**EXERCISE DIRECTIONS:** From the records below, please return each line that holds the word "Libre".
※ ※ ※
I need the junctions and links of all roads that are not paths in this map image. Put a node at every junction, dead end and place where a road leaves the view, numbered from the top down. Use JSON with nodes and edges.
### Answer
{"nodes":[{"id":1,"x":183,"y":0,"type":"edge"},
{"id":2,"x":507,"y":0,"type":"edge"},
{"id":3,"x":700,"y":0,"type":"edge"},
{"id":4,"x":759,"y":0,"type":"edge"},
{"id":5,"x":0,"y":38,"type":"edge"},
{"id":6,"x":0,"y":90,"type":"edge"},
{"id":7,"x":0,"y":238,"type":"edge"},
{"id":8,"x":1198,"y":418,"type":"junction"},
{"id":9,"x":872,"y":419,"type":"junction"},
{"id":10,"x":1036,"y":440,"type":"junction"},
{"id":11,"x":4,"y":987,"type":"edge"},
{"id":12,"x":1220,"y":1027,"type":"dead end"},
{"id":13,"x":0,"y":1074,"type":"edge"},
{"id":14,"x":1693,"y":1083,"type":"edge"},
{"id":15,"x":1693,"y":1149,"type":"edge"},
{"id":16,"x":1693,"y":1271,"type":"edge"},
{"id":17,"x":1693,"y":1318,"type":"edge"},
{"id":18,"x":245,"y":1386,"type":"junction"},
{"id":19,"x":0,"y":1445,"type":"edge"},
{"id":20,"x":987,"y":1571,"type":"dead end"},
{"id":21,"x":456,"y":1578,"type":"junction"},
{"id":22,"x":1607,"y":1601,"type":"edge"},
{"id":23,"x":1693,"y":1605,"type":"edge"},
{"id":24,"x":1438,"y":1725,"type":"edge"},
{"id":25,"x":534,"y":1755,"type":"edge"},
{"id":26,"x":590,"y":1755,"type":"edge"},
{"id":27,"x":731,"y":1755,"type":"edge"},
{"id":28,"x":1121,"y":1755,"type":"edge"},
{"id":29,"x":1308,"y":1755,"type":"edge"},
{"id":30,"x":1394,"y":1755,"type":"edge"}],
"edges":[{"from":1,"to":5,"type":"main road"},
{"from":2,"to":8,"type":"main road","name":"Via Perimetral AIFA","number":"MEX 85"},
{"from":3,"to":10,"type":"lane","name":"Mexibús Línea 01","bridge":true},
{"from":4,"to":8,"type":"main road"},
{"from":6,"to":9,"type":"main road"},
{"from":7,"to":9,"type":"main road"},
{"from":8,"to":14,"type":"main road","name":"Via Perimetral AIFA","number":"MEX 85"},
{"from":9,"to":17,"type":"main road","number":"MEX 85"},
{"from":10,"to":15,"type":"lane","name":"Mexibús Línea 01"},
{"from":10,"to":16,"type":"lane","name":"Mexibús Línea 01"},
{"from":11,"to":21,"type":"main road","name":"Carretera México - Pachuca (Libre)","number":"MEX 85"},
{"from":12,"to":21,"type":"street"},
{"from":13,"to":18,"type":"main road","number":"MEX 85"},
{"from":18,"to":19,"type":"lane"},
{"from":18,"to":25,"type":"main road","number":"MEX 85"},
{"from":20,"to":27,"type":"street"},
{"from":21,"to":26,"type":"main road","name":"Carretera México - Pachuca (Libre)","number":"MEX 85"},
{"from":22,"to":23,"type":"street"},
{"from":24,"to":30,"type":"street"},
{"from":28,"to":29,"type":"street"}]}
※ ※ ※
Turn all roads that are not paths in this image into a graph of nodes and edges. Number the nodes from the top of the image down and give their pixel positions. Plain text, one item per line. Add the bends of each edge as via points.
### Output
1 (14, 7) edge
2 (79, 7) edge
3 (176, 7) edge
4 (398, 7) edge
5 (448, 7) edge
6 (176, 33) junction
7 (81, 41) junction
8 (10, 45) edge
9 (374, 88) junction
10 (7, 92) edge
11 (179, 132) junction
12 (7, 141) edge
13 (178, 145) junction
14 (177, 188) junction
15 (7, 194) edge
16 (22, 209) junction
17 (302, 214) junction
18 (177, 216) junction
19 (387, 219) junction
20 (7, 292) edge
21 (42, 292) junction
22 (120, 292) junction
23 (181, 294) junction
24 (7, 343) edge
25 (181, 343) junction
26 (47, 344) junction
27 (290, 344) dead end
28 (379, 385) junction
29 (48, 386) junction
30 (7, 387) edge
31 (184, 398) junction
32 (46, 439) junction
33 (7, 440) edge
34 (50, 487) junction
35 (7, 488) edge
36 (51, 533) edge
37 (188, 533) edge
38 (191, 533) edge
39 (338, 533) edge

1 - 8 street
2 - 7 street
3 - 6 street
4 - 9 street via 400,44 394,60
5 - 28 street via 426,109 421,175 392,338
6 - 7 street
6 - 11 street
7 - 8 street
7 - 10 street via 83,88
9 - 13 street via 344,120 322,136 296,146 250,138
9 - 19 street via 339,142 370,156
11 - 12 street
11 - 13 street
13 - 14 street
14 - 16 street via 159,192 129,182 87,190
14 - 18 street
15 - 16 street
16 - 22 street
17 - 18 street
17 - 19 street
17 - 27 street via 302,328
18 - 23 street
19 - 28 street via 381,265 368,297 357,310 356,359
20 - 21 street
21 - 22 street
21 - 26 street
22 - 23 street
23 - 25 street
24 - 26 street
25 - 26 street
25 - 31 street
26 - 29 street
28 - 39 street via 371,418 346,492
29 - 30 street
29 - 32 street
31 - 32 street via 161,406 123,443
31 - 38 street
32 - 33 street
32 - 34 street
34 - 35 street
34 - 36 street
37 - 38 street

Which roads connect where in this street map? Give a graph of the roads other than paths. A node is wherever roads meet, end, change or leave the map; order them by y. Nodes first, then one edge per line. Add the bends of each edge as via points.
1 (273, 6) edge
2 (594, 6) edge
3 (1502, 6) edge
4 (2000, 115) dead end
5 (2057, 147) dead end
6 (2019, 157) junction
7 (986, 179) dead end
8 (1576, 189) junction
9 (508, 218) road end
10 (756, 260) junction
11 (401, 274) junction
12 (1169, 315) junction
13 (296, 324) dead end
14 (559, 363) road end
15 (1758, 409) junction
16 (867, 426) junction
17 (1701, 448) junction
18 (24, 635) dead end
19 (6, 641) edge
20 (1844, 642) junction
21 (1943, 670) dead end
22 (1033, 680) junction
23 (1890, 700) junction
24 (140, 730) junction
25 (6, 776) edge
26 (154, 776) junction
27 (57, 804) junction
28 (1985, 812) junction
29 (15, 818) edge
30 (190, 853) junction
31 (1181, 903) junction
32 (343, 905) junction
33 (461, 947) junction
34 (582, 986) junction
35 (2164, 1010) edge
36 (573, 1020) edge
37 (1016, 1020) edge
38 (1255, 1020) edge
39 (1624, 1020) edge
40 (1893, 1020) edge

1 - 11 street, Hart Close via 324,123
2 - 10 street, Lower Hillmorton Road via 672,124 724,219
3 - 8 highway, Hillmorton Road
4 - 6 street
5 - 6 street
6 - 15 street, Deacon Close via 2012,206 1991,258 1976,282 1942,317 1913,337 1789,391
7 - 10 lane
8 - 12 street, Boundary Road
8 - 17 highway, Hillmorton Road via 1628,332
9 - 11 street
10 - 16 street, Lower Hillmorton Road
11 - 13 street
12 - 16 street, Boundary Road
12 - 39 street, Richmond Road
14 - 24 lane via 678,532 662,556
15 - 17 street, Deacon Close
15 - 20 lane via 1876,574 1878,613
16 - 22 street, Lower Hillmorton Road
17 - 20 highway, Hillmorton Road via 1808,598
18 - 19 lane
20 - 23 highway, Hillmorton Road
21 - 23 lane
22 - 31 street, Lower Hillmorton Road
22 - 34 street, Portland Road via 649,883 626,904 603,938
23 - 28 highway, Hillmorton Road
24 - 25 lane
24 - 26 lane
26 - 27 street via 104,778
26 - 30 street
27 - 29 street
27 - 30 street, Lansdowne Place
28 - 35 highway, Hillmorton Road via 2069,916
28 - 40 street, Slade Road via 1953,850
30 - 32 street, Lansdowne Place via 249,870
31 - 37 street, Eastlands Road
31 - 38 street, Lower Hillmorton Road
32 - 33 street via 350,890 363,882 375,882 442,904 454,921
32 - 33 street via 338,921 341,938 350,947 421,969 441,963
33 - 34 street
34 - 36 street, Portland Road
※ ※ ※
**ANSWER SPACE:**
{"from":11,"to":21,"type":"main road","name":"Carretera México - Pachuca (Libre)","number":"MEX 85"},
{"from":21,"to":26,"type":"main road","name":"Carretera México - Pachuca (Libre)","number":"MEX 85"},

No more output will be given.